How to market across generations

Leah Meirovich

To reach different age groups, jewelers need to embrace multichannel advertising with targeted messaging.

Many jewelers rely on “tried and true” methods of advertising, blasting consumers with the ideal of a happy couple: A man spots a gorgeous woman across the room and can’t take his eyes off her; their love grows, and he proposes with a beautiful, sparkling engagement ring. The idea behind this is to suggest that you, too, can have the romantic fairy tale if you shop with that jeweler. And for many in the target market — women — this is a story that sells.

While such generation-neutral marketing may strike a chord with some shoppers, it doesn’t always sit well with those who want to see brands representing them and their needs.

I think when you build your advertisements, you need to market to each of the different generations separately, because they are all going to be interested in different things,” says jewelry consultant and author Beth Bernstein. “For instance, if you were to consider a celebrity endorsement, you need to consider that every generation is looking for someone they can relate to. Someone like [actresses] Helen Mirren or Meryl Streep might appeal to the older generation, but the younger ones will likely not even have heard of them. However, you also can’t assume that all millennials and Gen Zs are keeping up with the Kardashians.

And it’s not just the content you need to consider when reaching out; the way in which you offer that content that can also make a difference.

There has to be a multichannel approach because of the different generations of consumers you have out there,” notes Megan Crabtree, owner of jewelry consultancy group Crabtree Consulting. “I think every type of generation is going to have a different way you can get to them.
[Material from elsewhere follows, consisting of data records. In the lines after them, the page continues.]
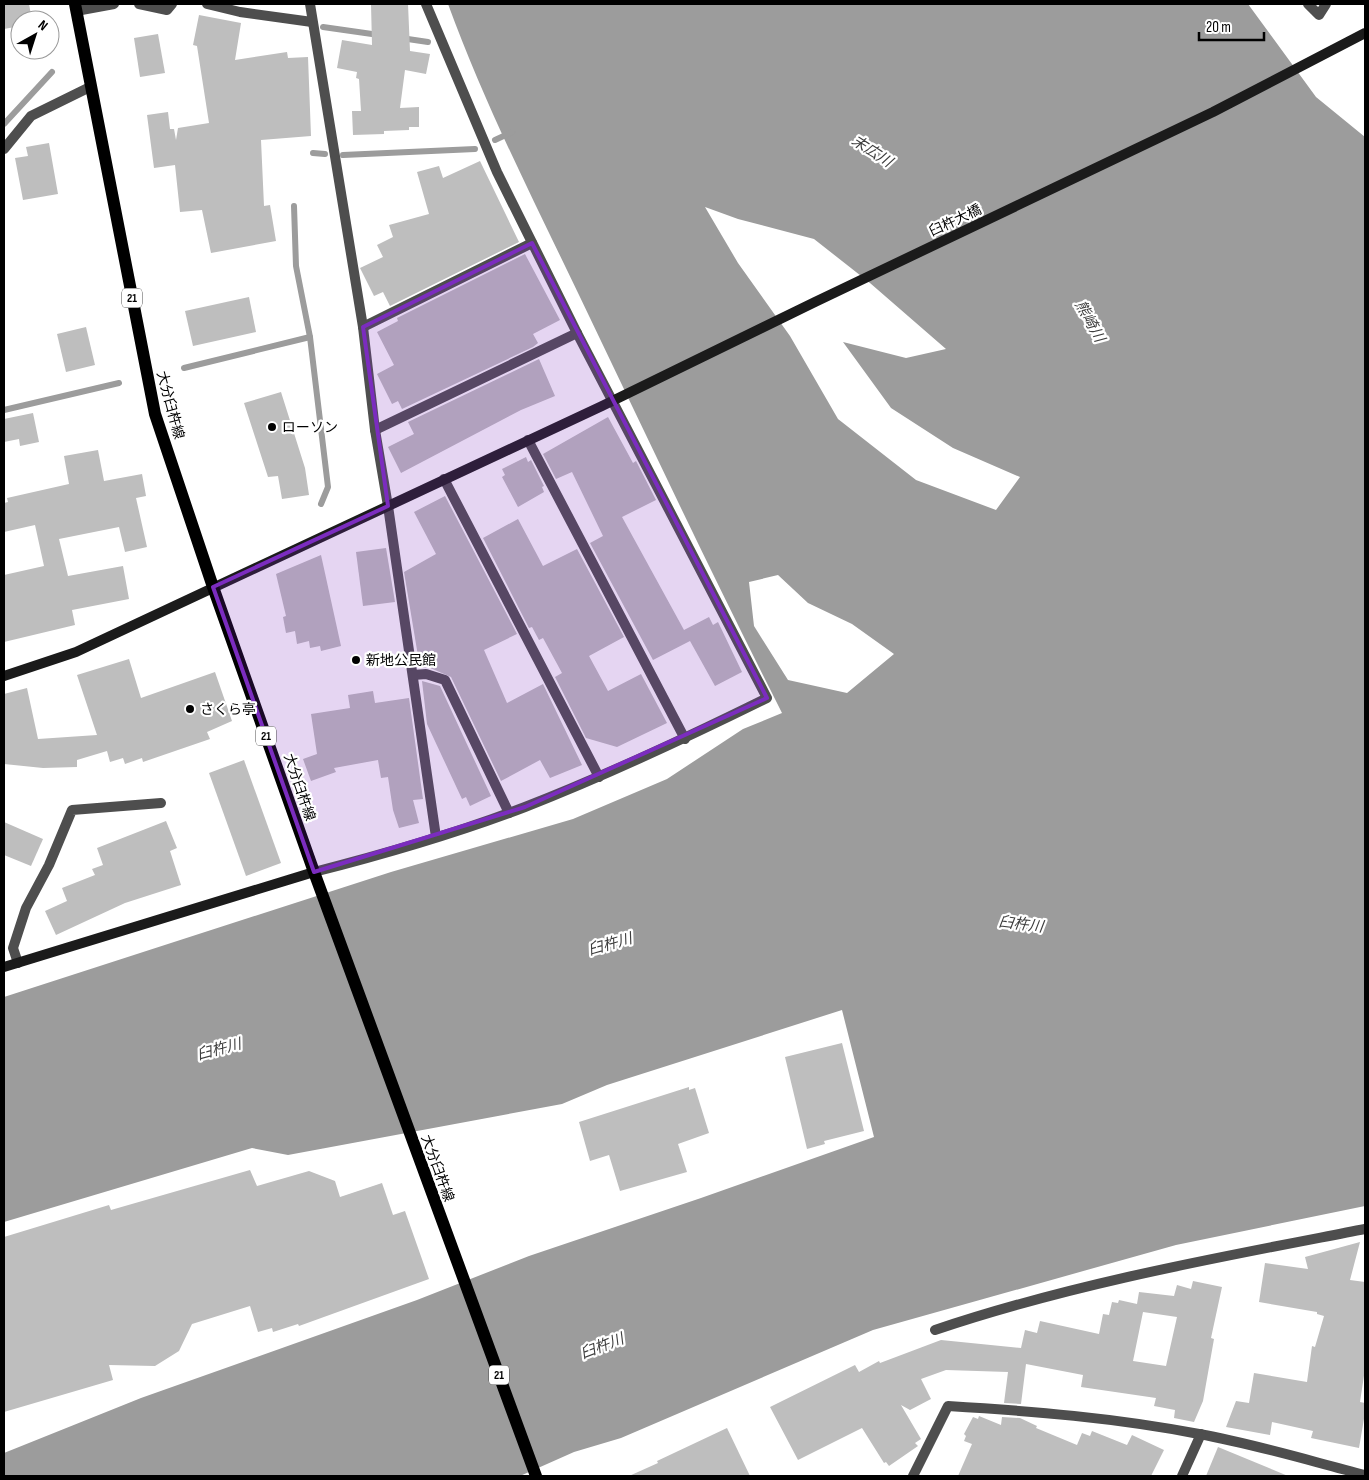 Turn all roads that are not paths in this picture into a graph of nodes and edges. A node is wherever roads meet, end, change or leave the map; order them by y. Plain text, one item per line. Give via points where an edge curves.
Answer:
1 (114, 4) edge
2 (139, 4) edge
3 (172, 4) edge
4 (207, 4) edge
5 (310, 4) edge
6 (426, 4) edge
7 (1308, 4) edge
8 (1326, 4) edge
9 (76, 8) edge
10 (312, 22) junction
11 (1365, 33) edge
12 (90, 86) junction
13 (4, 150) edge
14 (532, 243) junction
15 (363, 327) junction
16 (577, 333) junction
17 (375, 430) junction
18 (528, 440) junction
19 (444, 479) junction
20 (388, 506) junction
21 (213, 587) junction
22 (4, 676) edge
23 (412, 676) junction
24 (685, 738) junction
25 (599, 777) junction
26 (161, 803) dead end
27 (510, 813) junction
28 (436, 837) junction
29 (314, 872) junction
30 (4, 943) edge
31 (14, 948) junction
32 (18, 963) junction
33 (4, 967) edge
34 (1365, 1229) edge
35 (935, 1330) dead end
36 (1201, 1434) junction
37 (1365, 1475) edge
38 (536, 1476) edge
39 (913, 1476) edge
40 (1182, 1476) edge

1 - 9 street
2 - 3 street via 167,10
4 - 10 street
5 - 10 street
6 - 14 street via 497,172
7 - 8 street via 1318,15
9 - 12 main road, 大分臼杵線 / 21
10 - 15 street
11 - 18 street, 臼杵大橋 via 1204,116
12 - 13 street via 31,116
12 - 21 main road, 大分臼杵線 / 21 via 155,414
14 - 15 street
14 - 16 street
15 - 17 street
16 - 17 street
16 - 24 street via 767,698
17 - 20 street
18 - 19 street, 臼杵大橋
18 - 24 street
19 - 20 street, 臼杵大橋
19 - 25 street
20 - 21 street, 臼杵大橋
20 - 23 street
21 - 22 street, 臼杵大橋 via 76,652
21 - 29 main road, 大分臼杵線 / 21
23 - 27 street via 426,674 445,680
23 - 28 street
24 - 25 street
25 - 27 street
26 - 31 street via 72,810 49,865 26,908
27 - 28 street
28 - 29 street
29 - 32 street
29 - 38 main road, 大分臼杵線 / 21
30 - 31 street
31 - 32 street
32 - 33 street
34 - 35 street via 1168,1268 985,1313
36 - 37 street
36 - 39 street via 1015,1410 948,1406
36 - 40 street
There’s not one type of marketing that’s going to work consistently and reach every type of consumer.”

Crabtree points out the radical differences in shopping behavior between baby boomers and millennials or Generation Z. “Through Covid-19, 5% of consumers in the US aged 65 and older bought a product online for the first time. So if your marketing is just an online digital approach, you’re probably not going to get that older consumer, whereas you’ll see the younger generation on their phones every minute of the day.”

Finding your financial focus

Many small and independent jewelers don’t have the money to create four or five different ads targeting multiple generations on multiple channels. However, most brands are not aiming to reach every generation all at once, maintains Laryssa Wirstiuk, founder of jewelry consultancy Joy Joya. In those cases, it would be more beneficial to figure out the age range of your brand’s target market and put most of your dollars into reaching that generation, allocating a smaller budget to the others.

Millennials and above tend to spend more time on Facebook and Instagram, so you may want to create ads using Facebook business manager and then decide what specific channels you want to show those ads on to reach them,” she explains. “But if you’re targeting Gen Z, it might be a completely different story. You might want to focus your attention more on Snapchat, TikTok or Instagram.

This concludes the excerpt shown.